Usually when discussing Fermi liquid theory, it is stated that due to the quasiparticles effectively behaving like a free electron gas with effective mass, the specific heat is linear in $T$ at small temperatures.
However, it turns out the Helium-3 has also a dependence of type $T^3 \ln T$. I want to understand where this comes from. Apparently it has something to do with spin fluctuations. I found the relevant paper by Pethick et al ( Pethick, C. J., and G. M. Carneiro. “Specific Heat of a Normal Fermi Liquid. I. Landau-Theory Approach.” Physical Review A 7, no. 1 (January 1, 1973): 304–318. ) however a bit dense to read and not very elucidating.
Since at that time Pethick et al didn't know about renormalization group and other nice modern techniques, is there today maybe a more accessible treatment of spin fluctuations?
For example, I think I have gleaned from their paper that the contribution somehow arises from a dressing of the two-particle vertex.
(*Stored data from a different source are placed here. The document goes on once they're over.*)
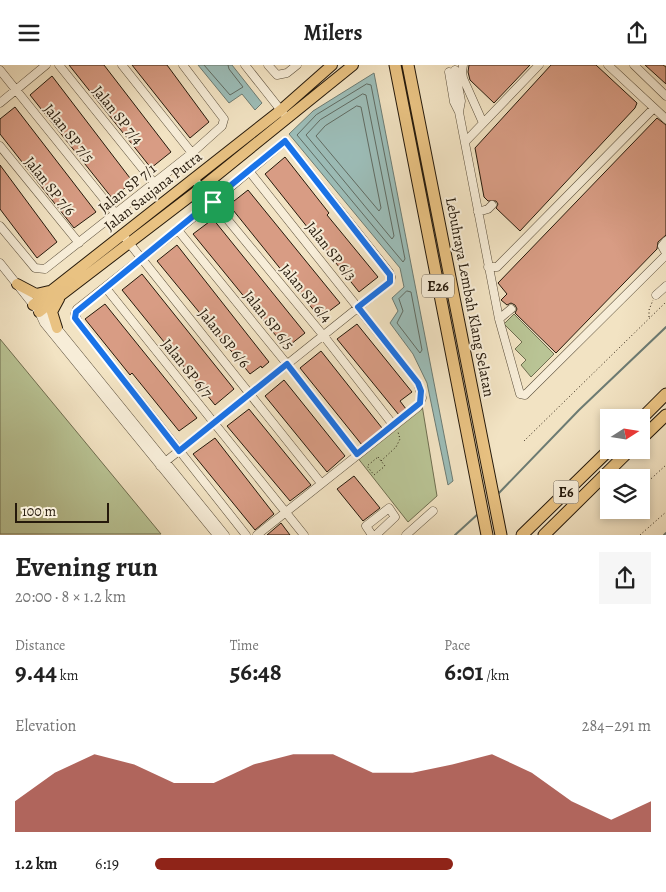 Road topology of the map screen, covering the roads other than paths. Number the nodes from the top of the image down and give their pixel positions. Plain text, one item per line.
1 (46, 65) edge
2 (60, 65) edge
3 (122, 65) edge
4 (183, 65) edge
5 (245, 65) edge
6 (268, 65) edge
7 (297, 65) edge
8 (332, 65) edge
9 (353, 65) edge
10 (463, 65) edge
11 (539, 65) edge
12 (608, 65) edge
13 (634, 65) edge
14 (409, 67) edge
15 (451, 68) edge
16 (0, 70) edge
17 (396, 70) edge
18 (16, 90) junction
19 (666, 96) edge
20 (0, 103) edge
21 (654, 108) junction
22 (284, 114) junction
23 (666, 119) edge
24 (483, 123) junction
25 (465, 142) junction
26 (0, 146) edge
27 (192, 153) junction
28 (250, 171) junction
29 (194, 179) junction
30 (154, 183) junction
31 (201, 188) junction
32 (213, 202) junction
33 (492, 205) dead end
34 (478, 212) junction
35 (116, 214) junction
36 (0, 226) edge
37 (177, 229) junction
38 (126, 238) junction
39 (666, 241) edge
40 (79, 243) junction
41 (666, 254) edge
42 (142, 257) junction
43 (0, 263) edge
44 (488, 267) junction
45 (16, 284) junction
46 (666, 286) edge
47 (105, 287) junction
48 (59, 291) junction
49 (656, 295) road end
50 (358, 307) junction
51 (36, 309) junction
52 (512, 309) dead end
53 (499, 319) junction
54 (57, 328) junction
55 (323, 335) junction
56 (287, 364) junction
57 (251, 393) junction
58 (666, 394) edge
59 (650, 410) edge
60 (666, 415) edge
61 (214, 424) junction
62 (394, 426) junction
63 (650, 430) edge
64 (179, 451) junction
65 (357, 454) junction
66 (600, 459) edge
67 (621, 459) edge
68 (163, 464) junction
69 (321, 483) junction
70 (433, 511) dead end
71 (286, 513) junction
72 (217, 535) edge
73 (225, 535) edge
74 (246, 535) edge
75 (257, 535) edge
76 (304, 535) edge
77 (406, 535) edge
78 (486, 535) edge
79 (501, 535) edge
80 (522, 535) edge
81 (544, 535) edge

1 - 18 street
2 - 30 street, Jalan SP 7/4
3 - 27 street
4 - 27 street, Jalan SP 7/1
5 - 22 street
6 - 7 street
8 - 22 main road, Jalan Saujana Putra
9 - 22 main road, Jalan Saujana Putra
10 - 24 street
11 - 24 street
12 - 21 street
13 - 19 street
14 - 79 highway, Lebuhraya Lembah Klang Selatan / E26
15 - 25 street
16 - 18 street, Jalan SP 7/5
17 - 78 highway, Lebuhraya Lembah Klang Selatan / E26
18 - 20 street
18 - 35 street, Jalan SP 7/5
21 - 23 street
21 - 44 street
22 - 29 main road, Jalan Saujana Putra
22 - 31 main road, Jalan Saujana Putra
24 - 25 street
25 - 34 street
26 - 40 street, Jalan SP 7/6
27 - 30 street, Jalan SP 7/1
28 - 32 street
28 - 50 street, Jalan SP 6/3
28 - 50 street
29 - 31 street, Jalan SP 6/4
29 - 38 main road, Jalan Saujana Putra
30 - 35 street, Jalan SP 7/1
31 - 32 street, Jalan SP 6/4
31 - 38 main road, Jalan Saujana Putra
32 - 37 street
32 - 55 street, Jalan SP 6/4
33 - 34 street
34 - 44 street
35 - 40 street, Jalan SP 7/1
36 - 40 street, Jalan SP 7/1
37 - 42 street
37 - 56 street, Jalan SP 6/5
38 - 42 street, Jalan SP 6/6
38 - 48 main road, Jalan Saujana Putra
39 - 41 street
41 - 53 street
42 - 47 street
42 - 57 street, Jalan SP 6/6
43 - 45 street
44 - 53 street
45 - 48 main road
45 - 51 street
46 - 49 street
47 - 61 street, Jalan SP 6/7
47 - 64 street
48 - 51 main road, Jalan Saujana Putra
48 - 54 main road
50 - 55 street
50 - 62 street, Jalan SP 6/3
51 - 54 street
51 - 68 street
52 - 53 street
54 - 68 street
55 - 56 street
55 - 62 street, Jalan SP 6/4
56 - 57 street
56 - 65 street, Jalan SP 6/5
57 - 61 street
57 - 69 street, Jalan SP 6/6
58 - 59 highway
60 - 63 highway
61 - 64 street
61 - 71 street, Jalan SP 6/7
62 - 65 street
64 - 68 street
64 - 74 street
65 - 69 street
66 - 80 highway, E6
67 - 81 highway, E6
68 - 72 street
68 - 73 street
69 - 71 street
70 - 77 street
71 - 75 street
71 - 76 street, Jalan SP 6/7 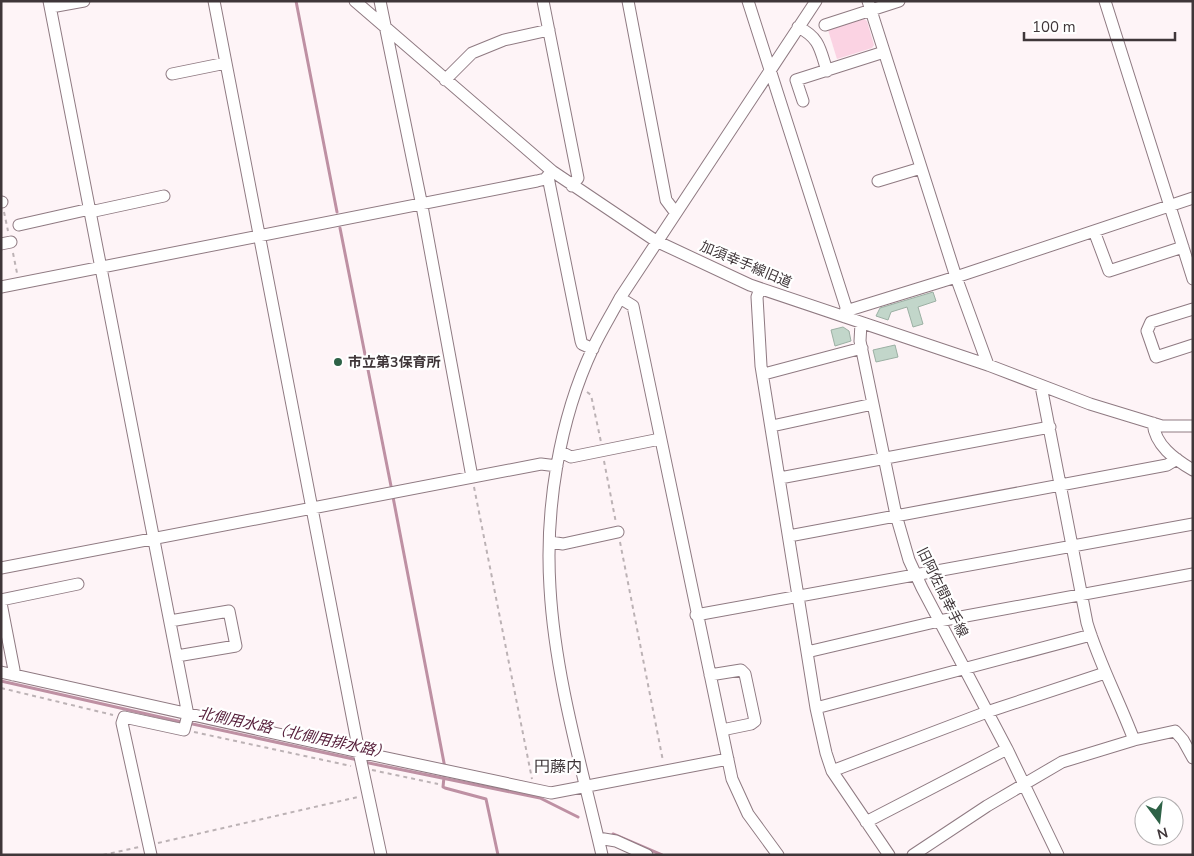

But on the other hand, RG tells me that the Landau parameters $F$ don't renormalize, so I wouldn't expect such a dressing.
It also seems that their contribution to the specific heat gives a term that depends not only on the angle between two scattered momenta, but also their magnitude. However, in the usual RG approach all deviations from the Fermi surface give rise to irrelevant operators... (In the language of the review paper of Shankar, Shankar, R. “Renormalization-group Approach to Interacting Fermions.” Reviews of Modern Physics 66, no. 1 (1994): 129.)
I probably see this way more complicated than it really is...
Does anyone have a comment or a good source for this problem?